Tuesday, May 4, 2021

Oribe-ware

Oribe-ware

Oribe-ware (Japanese:  Oribeyaki) is considered a variety of Mino ware and is closely related to Shino and Seto wares, which originated in the same area. It developed in the early seventeenth century in Mino province in central Japan in what is now Gifu prefecture. It prospered because of its association with Furuta Oribe, an early master of the tea ceremony (and a general in the wars leading to the establishment of the Tokugawa shogunate).

Oribe-wares were known for their rustic, “folk” pottery characteristics. The clay was often coarse. Pieces were irregular, their shapes sometimes eccentric, even deformed. Perfection was eschewed in favor of a calculated clumsiness. Textures were rough. The bamboo spatula used in Japanese pottery making as a finishing tool was used instead to gouge furrows and to mar the surface. Decorations were simplistic and crude—lines, geometric shapes—and often were childlike depictions of objects, both natural and man-made.

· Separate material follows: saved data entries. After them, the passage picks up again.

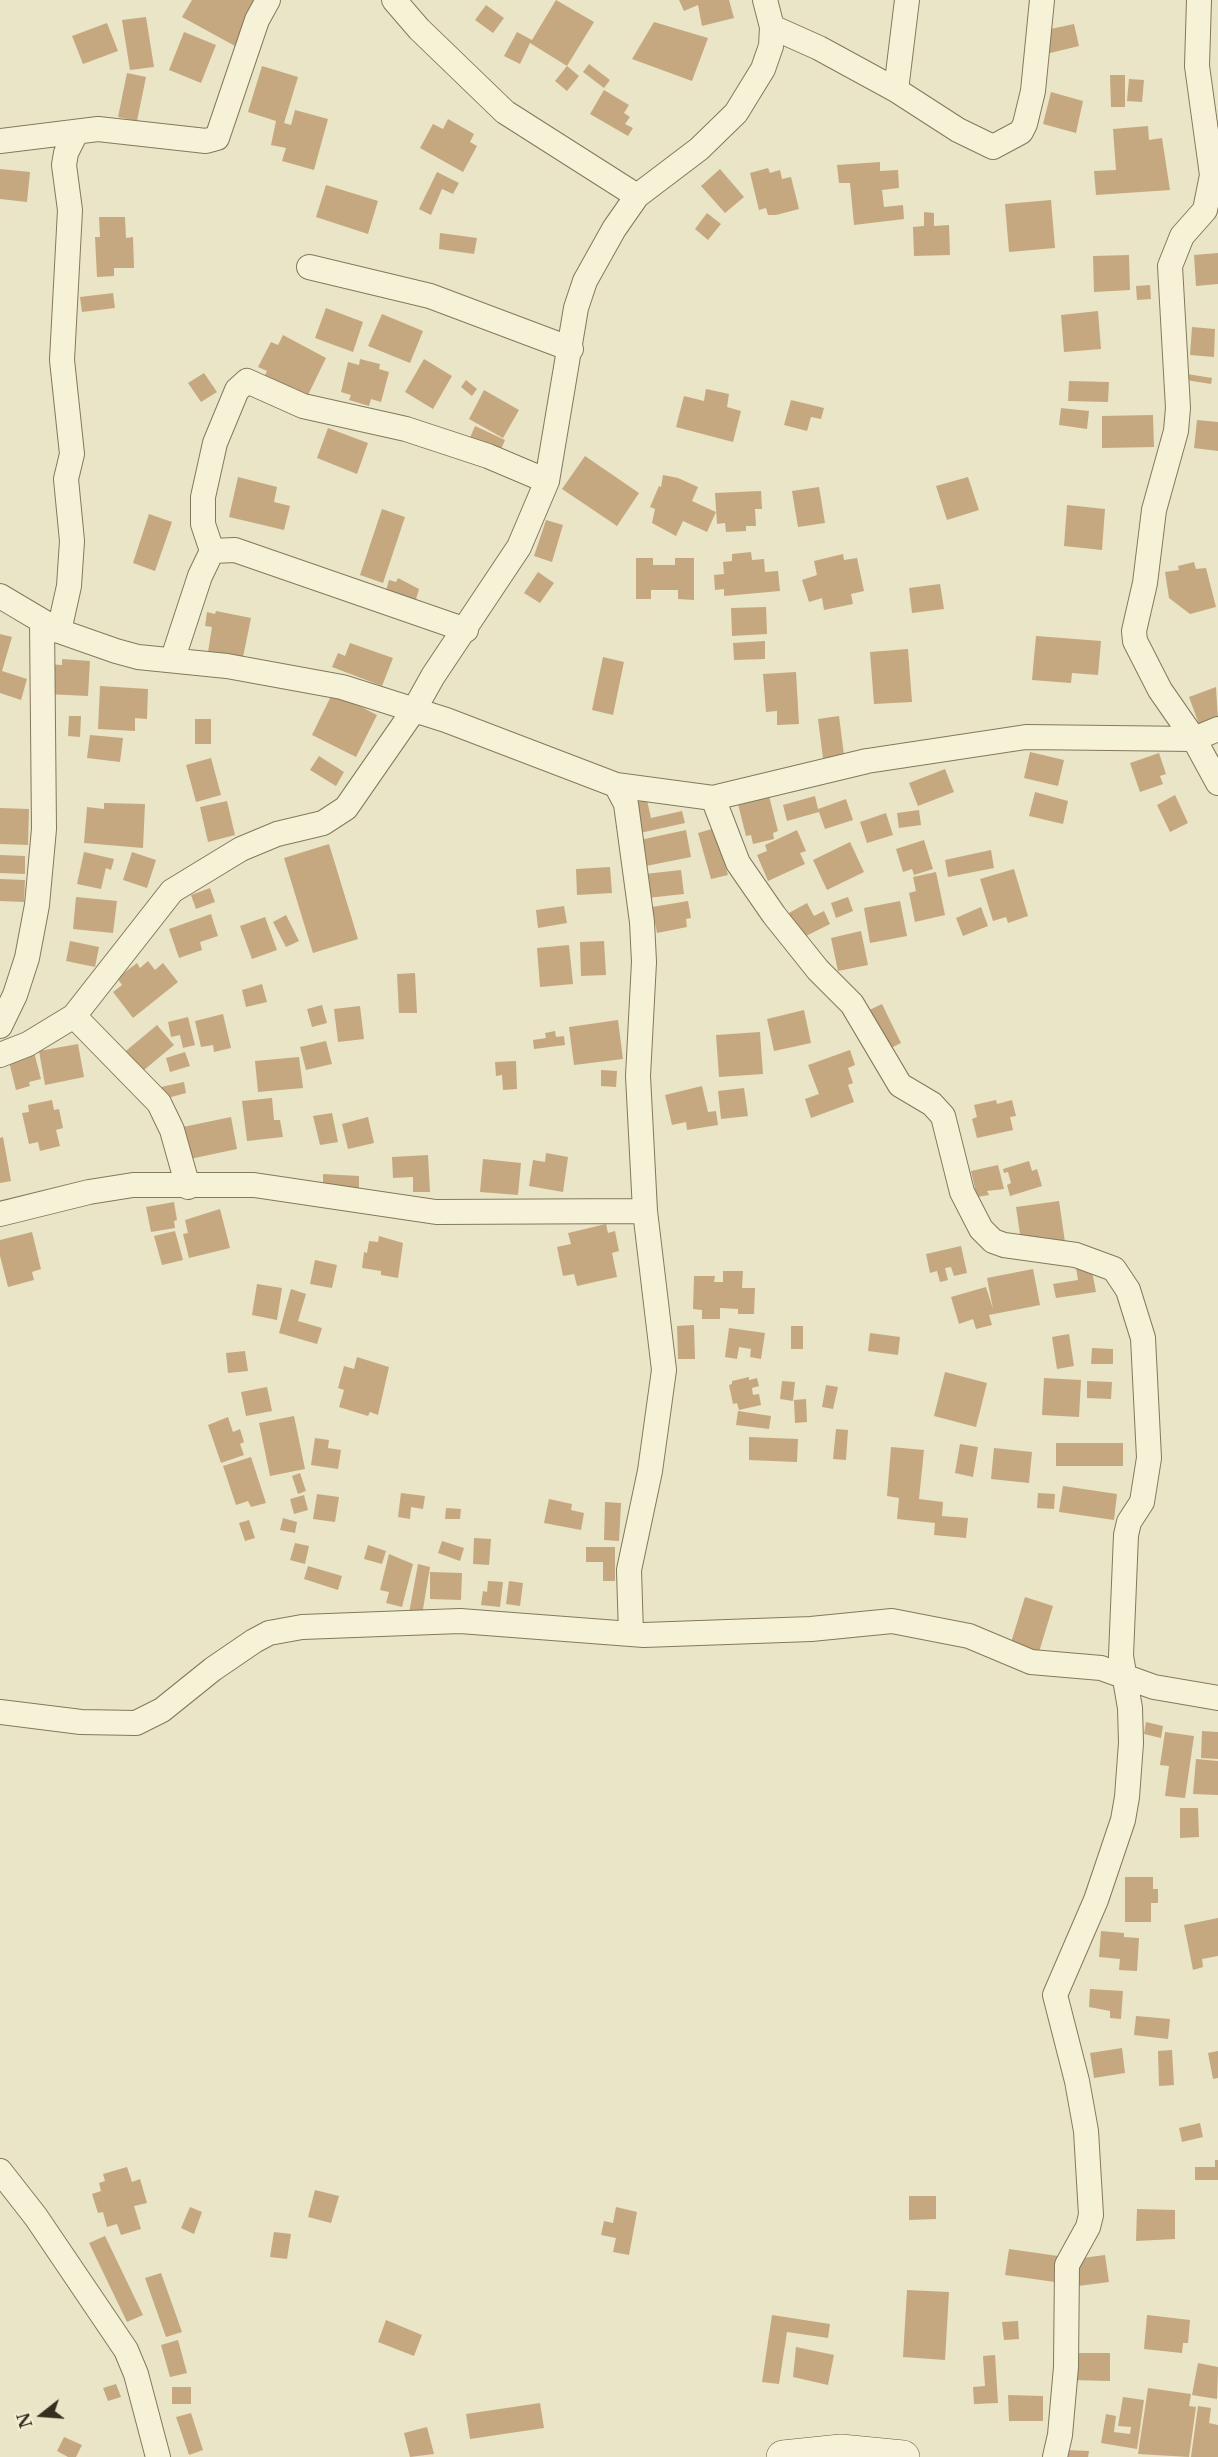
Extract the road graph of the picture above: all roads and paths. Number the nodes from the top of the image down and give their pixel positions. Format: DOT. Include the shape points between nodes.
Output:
graph roads {
  1 [pos="268,0"];
  2 [pos="765,0"];
  3 [pos="907,0"];
  4 [pos="1042,0"];
  5 [pos="1199,0"];
  6 [pos="406,6"];
  7 [pos="772,27"];
  8 [pos="896,90"];
  9 [pos="76,133"];
  10 [pos="0,141"];
  11 [pos="637,196"];
  12 [pos="1210,220"];
  13 [pos="309,267"];
  14 [pos="571,349"];
  15 [pos="547,481"];
  16 [pos="212,551"];
  17 [pos="0,596"];
  18 [pos="51,626"];
  19 [pos="466,630"];
  20 [pos="173,658"];
  21 [pos="414,710"];
  22 [pos="1218,729"];
  23 [pos="1194,739"];
  24 [pos="1218,783"];
  25 [pos="616,785"];
  26 [pos="713,798"];
  27 [pos="74,1016"];
  28 [pos="0,1026"];
  29 [pos="0,1054"];
  30 [pos="188,1187"];
  31 [pos="645,1211"];
  32 [pos="0,1214"];
  33 [pos="631,1634"];
  34 [pos="1123,1674"];
  35 [pos="1218,1698"];
  36 [pos="0,1712"];
  37 [pos="0,2171"];
  38 [pos="158,2457"];
  39 [pos="783,2457"];
  40 [pos="903,2457"];
  41 [pos="1055,2457"];
  1 -- 9 [label="street" via="257,20 217,138 206,141 110,130"];
  2 -- 7 [label="street"];
  3 -- 8 [label="street"];
  4 -- 8 [label="street" via="1034,91 1025,124 1012,138 993,147 986,146"];
  5 -- 12 [label="street" via="1197,66 1212,175"];
  6 -- 11 [label="street" via="505,112"];
  7 -- 8 [label="street"];
  7 -- 11 [label="street" via="771,46 763,69 736,113 699,149"];
  9 -- 10 [label="street"];
  9 -- 18 [label="street" via="64,165 70,210 62,360 72,454 66,479 72,541 69,586"];
  11 -- 14 [label="street" via="585,281 576,308"];
  12 -- 23 [label="street" via="1182,236 1170,266 1176,431 1155,501 1145,583 1134,631 1135,641 1160,690"];
  13 -- 14 [label="street" via="430,296"];
  14 -- 15 [label="street"];
  15 -- 16 [label="street" via="488,456 406,429 303,406 247,381 237,390 215,443 203,497 203,524"];
  15 -- 19 [label="street" via="519,547"];
  16 -- 19 [label="street" via="235,550"];
  16 -- 20 [label="street"];
  17 -- 18 [label="street"];
  18 -- 20 [label="street" via="138,657"];
  18 -- 28 [label="street" via="44,829 37,905 27,958"];
  19 -- 21 [label="street"];
  20 -- 21 [label="street" via="342,687"];
  21 -- 25 [label="street"];
  21 -- 27 [label="street" via="346,808 335,817 241,849 172,891"];
  22 -- 23 [label="street"];
  23 -- 24 [label="street"];
  23 -- 26 [label="street" via="1026,737 867,761"];
  25 -- 26 [label="street"];
  25 -- 31 [label="street" via="626,804 644,940 638,1076"];
  26 -- 34 [label="street" via="738,863 774,915 818,970 852,1004 900,1085 932,1104 943,1116 962,1192 981,1229 1004,1245 1076,1255 1101,1263 1114,1269 1128,1290 1143,1338 1149,1458 1142,1502 1126,1535"];
  27 -- 29 [label="street" via="27,1044"];
  27 -- 30 [label="street" via="159,1103 172,1130"];
  30 -- 31 [label="street" via="254,1185 436,1212"];
  30 -- 32 [label="street" via="133,1185"];
  31 -- 33 [label="street" via="664,1370 650,1471 629,1570"];
  33 -- 34 [label="street" via="811,1629 892,1621 969,1636 1031,1662 1080,1664"];
  33 -- 36 [label="street" via="460,1621 302,1627 269,1633 254,1641 162,1710 135,1723 81,1722"];
  34 -- 35 [label="street" via="1154,1687"];
  34 -- 41 [label="street" via="1130,1708 1131,1743 1123,1820 1096,1900 1055,1995 1086,2131 1091,2215 1067,2265 1066,2367"];
  37 -- 38 [label="street" via="126,2350"];
  39 -- 40 [label="main road" via="841,2451"];
}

Stylized versions of flowers, vegetables, plants, and trees were common. Textile patterns inspired many designs. The decoration often gives the impression of being quickly applied in a slap-dash manner.

 

 

Several varieties of Oribe have been distinguished, usually based on the color of the dominant glaze—black, green, red, monochrome. The most common is green Oribe, named after its heavy, thick dark green glaze (based on copper). The glaze is usually applied in corners or along the sides. Often the green areas are on opposite sides of a piece and create pictorial fields in the spaces between them.

The pieces are first covered with a cream- or gray-colored glaze that serves as the ground. Pictorial elements are drawn on this ground using an iron-rich brown slip (less often a rusty-red slip) applied with a Japanese brush. The areas of green glaze are applied over the ground either before or after the slip decorations are drawn. The green glaze is heavy and can be manipulated to flow down the piece; the leading edge can build up and become noticeably thicker. Sometimes “tears” or thick blobs develop. Oribe can be a very tactile pottery; it has to be felt to be fully appreciated. In green Oribe, the predominant colors are cream, brown, and green.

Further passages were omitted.